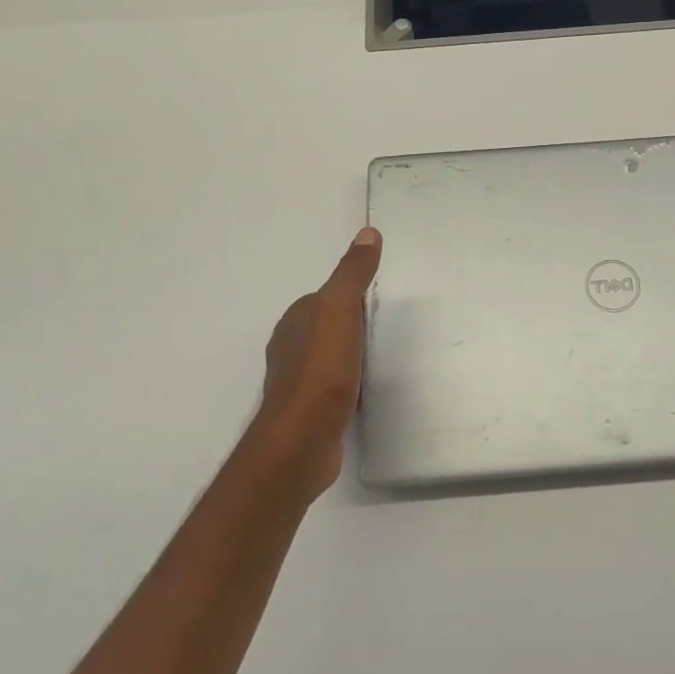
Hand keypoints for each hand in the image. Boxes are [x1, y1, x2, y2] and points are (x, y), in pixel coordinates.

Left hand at [243, 228, 381, 504]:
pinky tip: (363, 391)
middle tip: (384, 327)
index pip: (325, 297)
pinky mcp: (308, 412)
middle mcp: (290, 348)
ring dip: (349, 356)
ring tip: (378, 358)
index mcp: (295, 320)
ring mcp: (297, 382)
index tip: (377, 298)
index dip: (350, 296)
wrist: (302, 440)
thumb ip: (353, 273)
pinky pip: (333, 387)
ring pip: (329, 358)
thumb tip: (368, 232)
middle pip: (326, 327)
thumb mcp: (340, 310)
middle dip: (351, 325)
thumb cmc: (321, 370)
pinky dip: (348, 384)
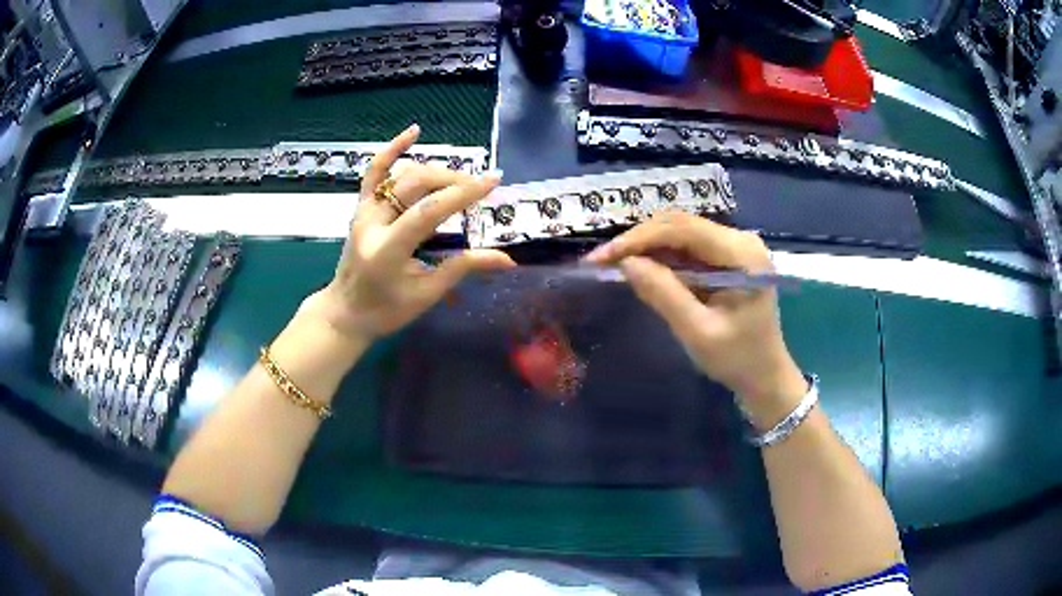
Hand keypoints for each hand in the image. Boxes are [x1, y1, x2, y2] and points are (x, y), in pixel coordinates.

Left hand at [297, 124, 515, 350]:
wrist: (345, 311)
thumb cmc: (386, 310)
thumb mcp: (427, 294)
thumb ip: (464, 268)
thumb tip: (507, 258)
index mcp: (387, 249)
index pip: (429, 211)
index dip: (463, 194)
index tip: (493, 181)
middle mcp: (372, 222)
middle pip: (416, 184)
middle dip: (453, 180)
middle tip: (479, 188)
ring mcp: (363, 211)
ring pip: (402, 175)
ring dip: (435, 172)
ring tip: (461, 180)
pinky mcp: (361, 206)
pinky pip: (375, 172)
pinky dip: (393, 150)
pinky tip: (413, 132)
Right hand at [585, 212, 806, 429]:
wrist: (765, 376)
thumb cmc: (738, 359)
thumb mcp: (698, 332)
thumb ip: (663, 294)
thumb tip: (626, 263)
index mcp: (742, 254)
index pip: (683, 229)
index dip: (639, 238)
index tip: (603, 257)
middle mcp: (741, 240)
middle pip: (680, 225)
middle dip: (639, 240)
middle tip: (602, 261)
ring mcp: (735, 247)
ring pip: (681, 233)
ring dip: (647, 247)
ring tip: (614, 264)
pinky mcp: (727, 258)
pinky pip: (688, 248)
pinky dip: (662, 257)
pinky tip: (641, 268)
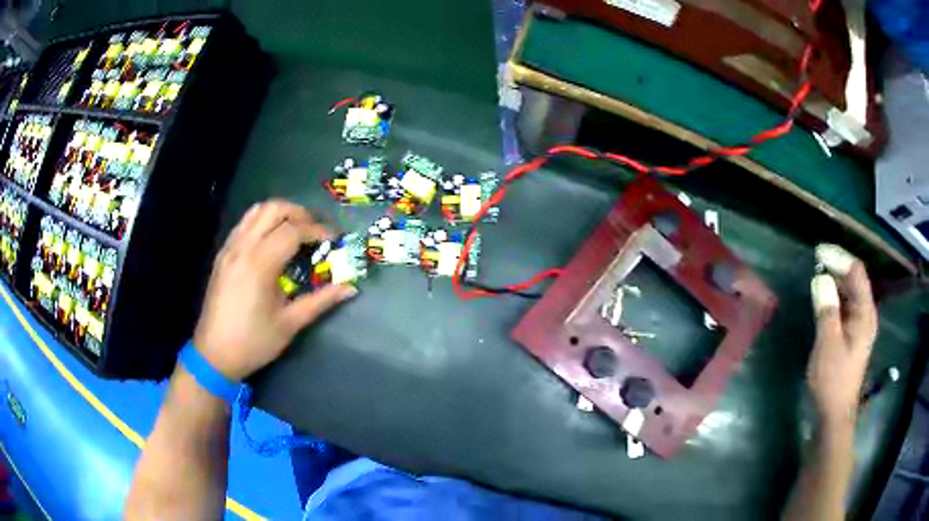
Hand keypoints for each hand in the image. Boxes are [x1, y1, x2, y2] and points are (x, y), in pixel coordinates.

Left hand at [193, 200, 356, 379]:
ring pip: (256, 211)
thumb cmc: (253, 342)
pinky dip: (262, 222)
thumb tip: (350, 288)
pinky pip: (244, 224)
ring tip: (296, 230)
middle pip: (273, 209)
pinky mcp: (222, 255)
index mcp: (260, 264)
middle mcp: (243, 247)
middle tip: (316, 230)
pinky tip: (272, 241)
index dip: (317, 230)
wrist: (213, 355)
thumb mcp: (289, 324)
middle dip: (299, 213)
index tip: (334, 239)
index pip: (293, 230)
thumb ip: (320, 301)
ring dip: (280, 213)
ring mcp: (229, 249)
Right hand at [807, 244, 877, 427]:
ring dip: (835, 281)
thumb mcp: (828, 344)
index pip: (856, 272)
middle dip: (837, 266)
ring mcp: (860, 325)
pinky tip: (823, 299)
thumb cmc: (833, 380)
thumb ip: (826, 309)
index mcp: (865, 314)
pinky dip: (835, 297)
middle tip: (816, 261)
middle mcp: (866, 314)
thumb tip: (820, 277)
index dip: (839, 258)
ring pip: (850, 293)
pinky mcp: (852, 335)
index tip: (818, 253)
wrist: (834, 414)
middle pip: (855, 280)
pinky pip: (846, 306)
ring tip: (817, 274)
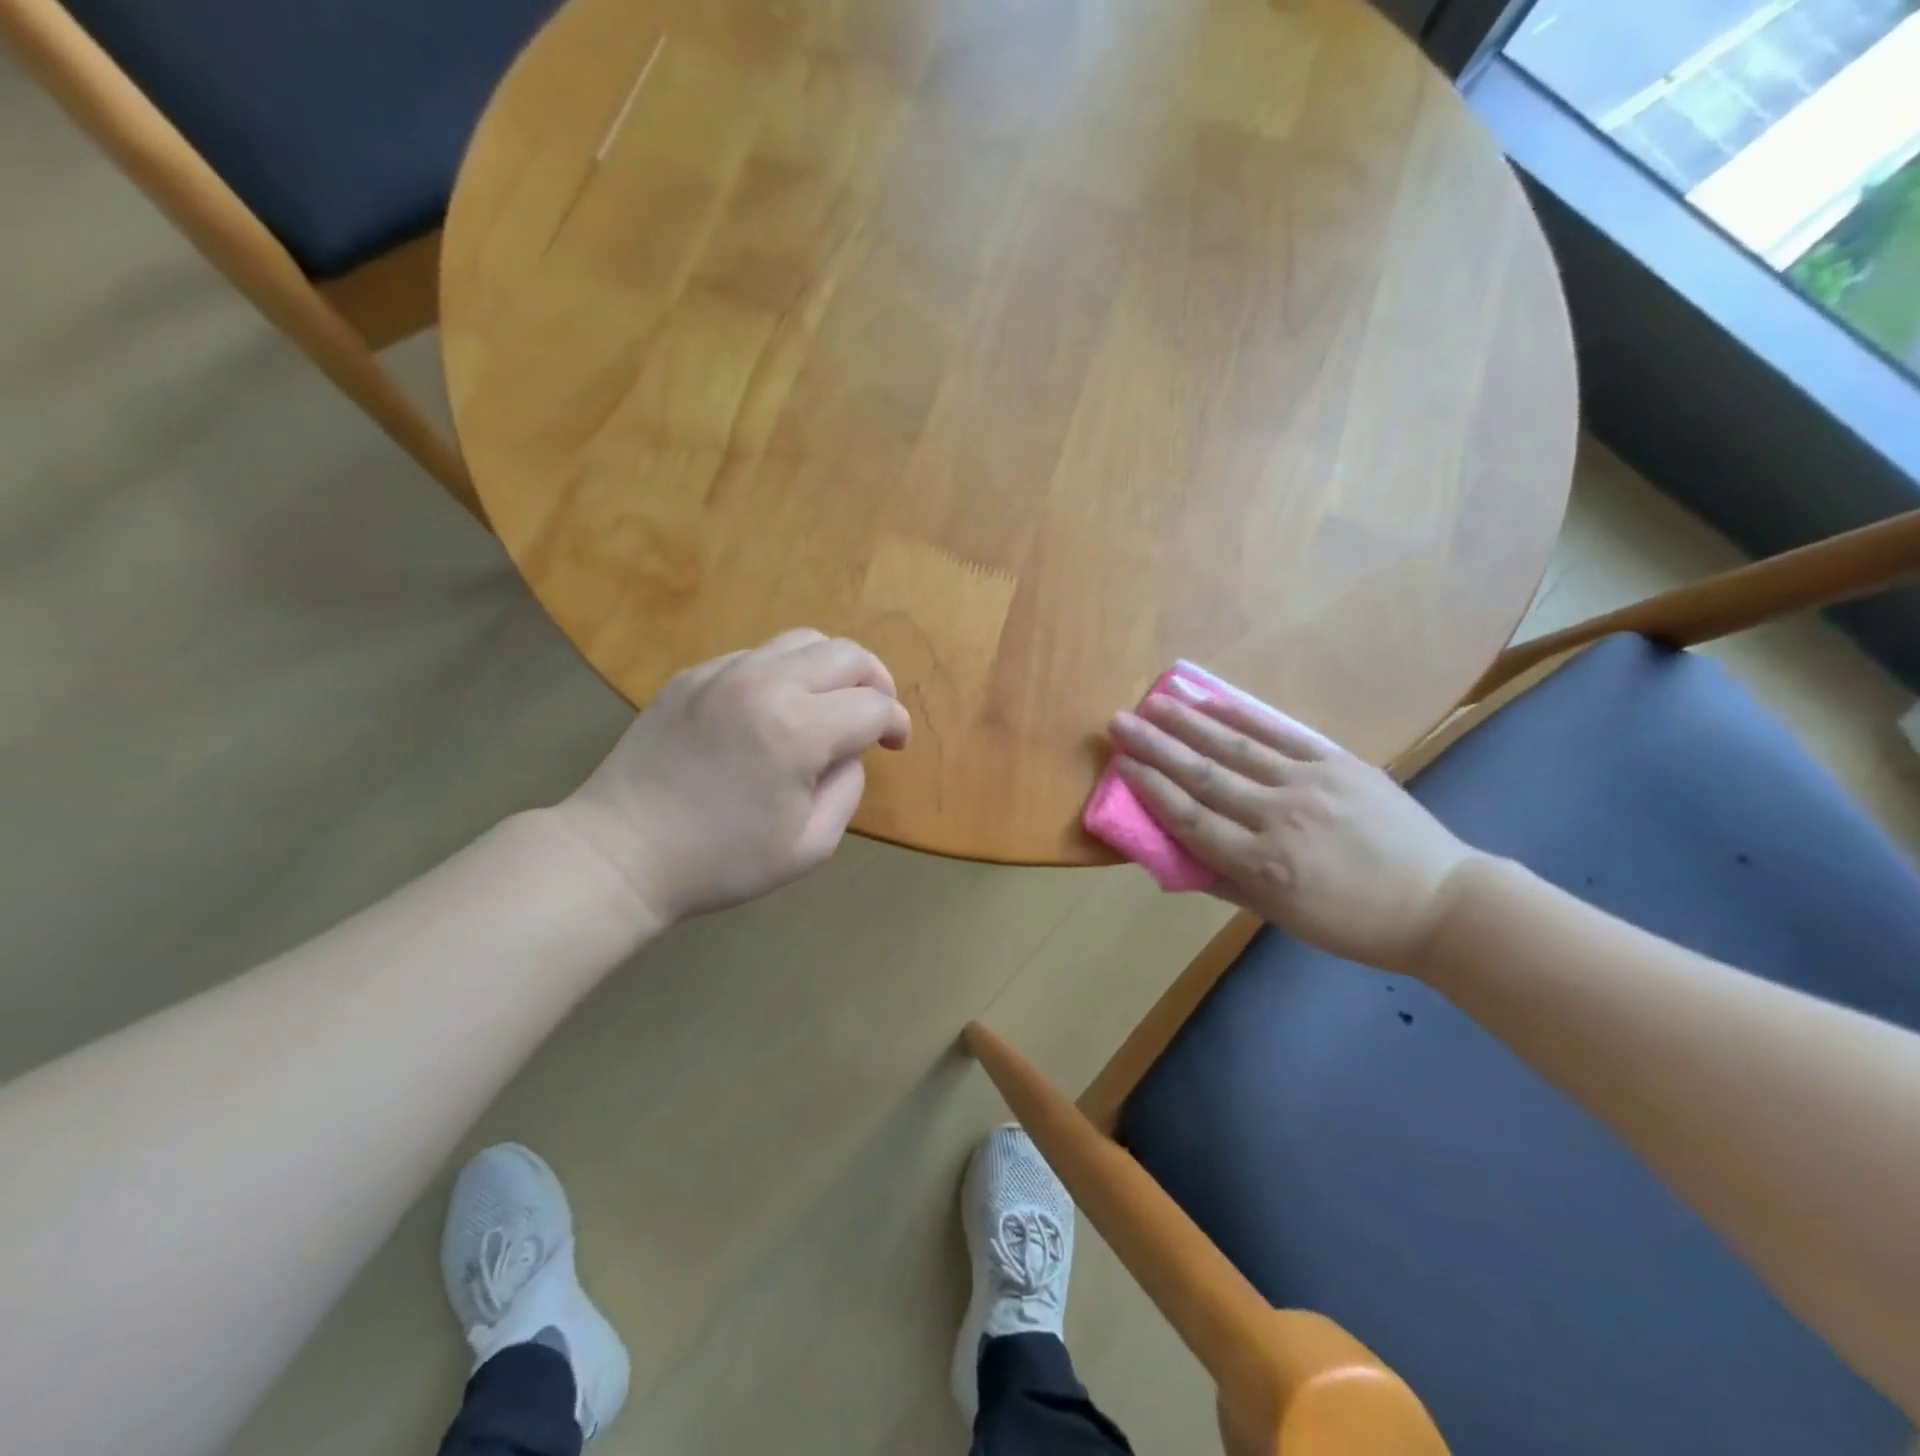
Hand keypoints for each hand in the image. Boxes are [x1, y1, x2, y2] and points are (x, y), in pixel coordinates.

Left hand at [555, 630, 910, 925]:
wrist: (622, 852)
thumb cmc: (721, 861)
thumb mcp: (810, 845)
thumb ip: (848, 788)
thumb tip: (850, 750)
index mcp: (799, 730)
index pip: (874, 707)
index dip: (896, 724)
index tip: (895, 745)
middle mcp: (766, 684)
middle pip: (847, 654)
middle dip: (876, 681)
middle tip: (875, 715)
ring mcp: (724, 672)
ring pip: (802, 641)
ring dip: (832, 668)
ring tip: (830, 703)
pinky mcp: (693, 675)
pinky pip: (757, 655)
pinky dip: (784, 673)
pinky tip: (774, 709)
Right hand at [1109, 692, 1484, 972]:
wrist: (1440, 901)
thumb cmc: (1352, 921)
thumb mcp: (1280, 916)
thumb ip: (1225, 882)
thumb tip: (1176, 853)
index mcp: (1261, 865)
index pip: (1189, 817)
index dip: (1150, 787)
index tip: (1122, 763)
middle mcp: (1277, 818)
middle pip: (1202, 775)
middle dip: (1155, 746)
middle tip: (1118, 721)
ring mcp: (1308, 784)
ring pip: (1234, 747)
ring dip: (1188, 722)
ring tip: (1153, 702)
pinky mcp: (1337, 763)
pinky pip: (1279, 734)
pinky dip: (1241, 715)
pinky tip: (1210, 701)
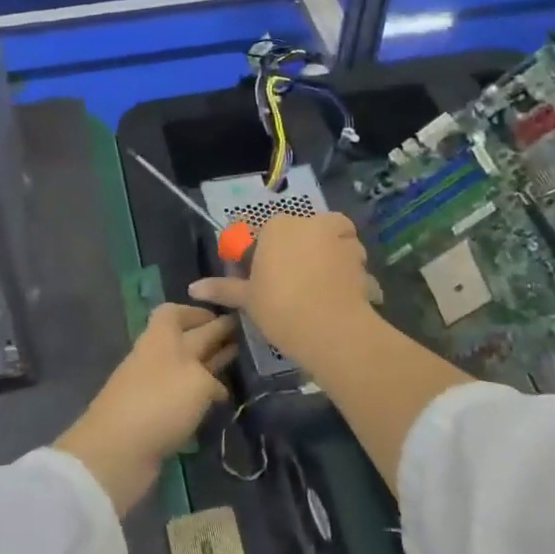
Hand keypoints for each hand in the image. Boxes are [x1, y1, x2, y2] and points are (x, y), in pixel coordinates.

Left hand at [55, 304, 236, 514]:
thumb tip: (216, 387)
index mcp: (162, 336)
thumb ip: (212, 377)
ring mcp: (152, 385)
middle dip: (212, 338)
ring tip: (236, 366)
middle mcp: (156, 355)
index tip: (225, 316)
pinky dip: (199, 394)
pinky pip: (181, 395)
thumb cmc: (160, 402)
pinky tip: (218, 401)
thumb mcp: (197, 382)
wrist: (117, 450)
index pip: (176, 312)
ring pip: (186, 368)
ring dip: (208, 366)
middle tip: (244, 340)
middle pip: (187, 339)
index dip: (198, 311)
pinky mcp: (153, 414)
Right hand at [190, 212, 374, 370]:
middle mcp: (310, 223)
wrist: (331, 330)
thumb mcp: (248, 299)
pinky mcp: (362, 259)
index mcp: (278, 226)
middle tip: (291, 284)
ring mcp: (340, 239)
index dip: (263, 256)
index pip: (266, 234)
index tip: (262, 280)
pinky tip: (342, 297)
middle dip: (300, 252)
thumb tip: (192, 288)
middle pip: (302, 233)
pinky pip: (353, 262)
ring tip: (321, 289)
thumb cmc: (280, 307)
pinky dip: (350, 275)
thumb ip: (222, 288)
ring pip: (333, 242)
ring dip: (330, 258)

= = = =

● Task brief
Please repeat every line from the listing above exactly as it appears. Drop the pictures.

● Answer area
Hand keypoints for each hand in the image. Boxes are [x1, y1, x2, y2] and points are (x, y), in pixel coordinates.

Left hand at [243, 228, 381, 504]:
pinky tip: (363, 391)
middle tip: (384, 327)
index pip: (325, 297)
pinky mcp: (308, 412)
middle mcp: (290, 348)
ring dip: (349, 356)
ring tip: (378, 358)
index mcp: (295, 320)
ring mcp: (297, 382)
index tip: (377, 298)
index dip: (350, 296)
wrist: (302, 440)
thumb ip: (353, 273)
pinky pip: (333, 387)
ring pip: (329, 358)
thumb tip: (368, 232)
middle pip: (326, 327)
thumb mcp: (340, 310)
middle dip: (351, 325)
thumb cmc: (321, 370)
pinky dip: (348, 384)
Hand keypoints for each hand in the image. Boxes are [x1, y1, x2, y2] and points are (x, y), in pixel coordinates.

Left hand at [297, 124, 515, 350]:
wrist: (345, 311)
thumb cmc: (386, 310)
thumb mcp: (427, 294)
thumb ip: (464, 268)
thumb tip: (507, 258)
index mcp: (387, 249)
index pip: (429, 211)
index dip: (463, 194)
index tip: (493, 181)
middle mcp: (372, 222)
middle pip: (416, 184)
middle dip: (453, 180)
middle tip: (479, 188)
ring mcp: (363, 211)
ring pip: (402, 175)
ring dip: (435, 172)
ring tip: (461, 180)
pinky mcp: (361, 206)
pinky pip: (375, 172)
pinky dip: (393, 150)
pinky tip: (413, 132)
Right hand at [585, 212, 806, 429]:
wrist: (765, 376)
thumb cmc: (738, 359)
thumb mcp: (698, 332)
thumb ip: (663, 294)
thumb tip: (626, 263)
index mcp: (742, 254)
index pip: (683, 229)
index dip: (639, 238)
index tip: (603, 257)
middle mcp: (741, 240)
middle pip: (680, 225)
middle dip: (639, 240)
middle tip: (602, 261)
ring mcp: (735, 247)
ring pip: (681, 233)
ring dip: (647, 247)
ring tip: (614, 264)
pinky mcp: (727, 258)
pinky pip: (688, 248)
pinky dip: (662, 257)
pinky tip: (641, 268)
Hand keypoints for each hand in the image. Boxes are [x1, y1, x2, y2] and points are (x, y), in pixel coordinates.

Left hand at [193, 200, 356, 379]:
ring pip: (256, 211)
thumb cmc: (253, 342)
pinky dip: (262, 222)
thumb tip: (350, 288)
pinky pip: (244, 224)
ring tip: (296, 230)
middle pip: (273, 209)
pinky mcp: (222, 255)
index mcp: (260, 264)
middle mcp: (243, 247)
middle tip: (316, 230)
pinky tip: (272, 241)
index dip: (317, 230)
wrist: (213, 355)
thumb mcp: (289, 324)
middle dip: (299, 213)
index tip: (334, 239)
index pip: (293, 230)
thumb ip: (320, 301)
ring dip: (280, 213)
ring mcp: (229, 249)
Right hand at [807, 244, 877, 427]:
ring dip: (835, 281)
thumb mcp: (828, 344)
index pip: (856, 272)
middle dip: (837, 266)
ring mcp: (860, 325)
pinky tip: (823, 299)
thumb cmc: (833, 380)
thumb ip: (826, 309)
index mcp: (865, 314)
pinky dip: (835, 297)
middle tip: (816, 261)
middle mcp: (866, 314)
thumb tip: (820, 277)
index dip: (839, 258)
ring pip: (850, 293)
pinky mcp: (852, 335)
index tip: (818, 253)
wrist: (834, 414)
middle pip: (855, 280)
pinky pip: (846, 306)
ring tip: (817, 274)
Hand keypoints for each hand in the image. Boxes are [x1, y1, x2, y2] and points are (x, y), in pixel coordinates.

Left hand at [555, 630, 910, 925]:
wrist: (622, 852)
thumb cmc: (721, 861)
thumb mcp: (810, 845)
thumb ip: (848, 788)
thumb tip: (850, 750)
index mcp: (799, 730)
index pip: (874, 707)
index dip: (896, 724)
index tip: (895, 745)
middle mcp: (766, 684)
middle pip: (847, 654)
middle dip: (876, 681)
middle tip: (875, 715)
ring mcp: (724, 672)
ring pip: (802, 641)
ring dip: (832, 668)
ring tip: (830, 703)
pinky mcp: (693, 675)
pinky pip: (757, 655)
pinky dip: (784, 673)
pinky tip: (774, 709)
Right hand at [1109, 692, 1484, 972]:
wrist: (1440, 901)
thumb cmc: (1352, 921)
thumb mcp: (1280, 916)
thumb ip: (1225, 882)
thumb tip: (1176, 853)
index mcp: (1261, 865)
index pip: (1189, 817)
index dip: (1150, 787)
index tip: (1122, 763)
middle mcp: (1277, 818)
middle pip: (1202, 775)
middle dip: (1155, 746)
middle tip: (1118, 721)
ring mcp: (1308, 784)
ring pip: (1234, 747)
ring dip: (1188, 722)
ring tip: (1153, 702)
pinky mcp: (1337, 763)
pinky pip: (1279, 734)
pinky dip: (1241, 715)
pinky tip: (1210, 701)
Hand keypoints for each hand in the image. Boxes are [x1, y1, x2, y2] and points are (x, y), in pixel coordinates.

Left hand at [55, 304, 236, 514]:
thumb tip: (216, 387)
index mcp: (162, 336)
thumb ip: (212, 377)
ring mcp: (152, 385)
middle dip: (212, 338)
ring tip: (236, 366)
middle mcp: (156, 355)
index tip: (225, 316)
pinky dip: (199, 394)
pinky pip: (181, 395)
thumb cmc: (160, 402)
pinky tip: (218, 401)
thumb mcp: (197, 382)
wrist: (117, 450)
index pip: (176, 312)
ring pip: (186, 368)
ring dip: (208, 366)
middle tip: (244, 340)
middle pip: (187, 339)
index dip: (198, 311)
pinky mcp: (153, 414)
Right hand at [190, 212, 374, 370]:
middle mcp: (310, 223)
wrist: (331, 330)
thumb mcp: (248, 299)
pinky mcp: (362, 259)
index mcp: (278, 226)
middle tip: (291, 284)
ring mcp: (340, 239)
index dip: (263, 256)
index pip: (266, 234)
index tip: (262, 280)
pinky tip: (342, 297)
middle dip: (300, 252)
thumb tip: (192, 288)
middle pip: (302, 233)
pinky pip: (353, 262)
ring tip: (321, 289)
thumb cmc: (280, 307)
pinky dip: (350, 275)
thumb ip: (222, 288)
ring pip: (333, 242)
ring dip: (330, 258)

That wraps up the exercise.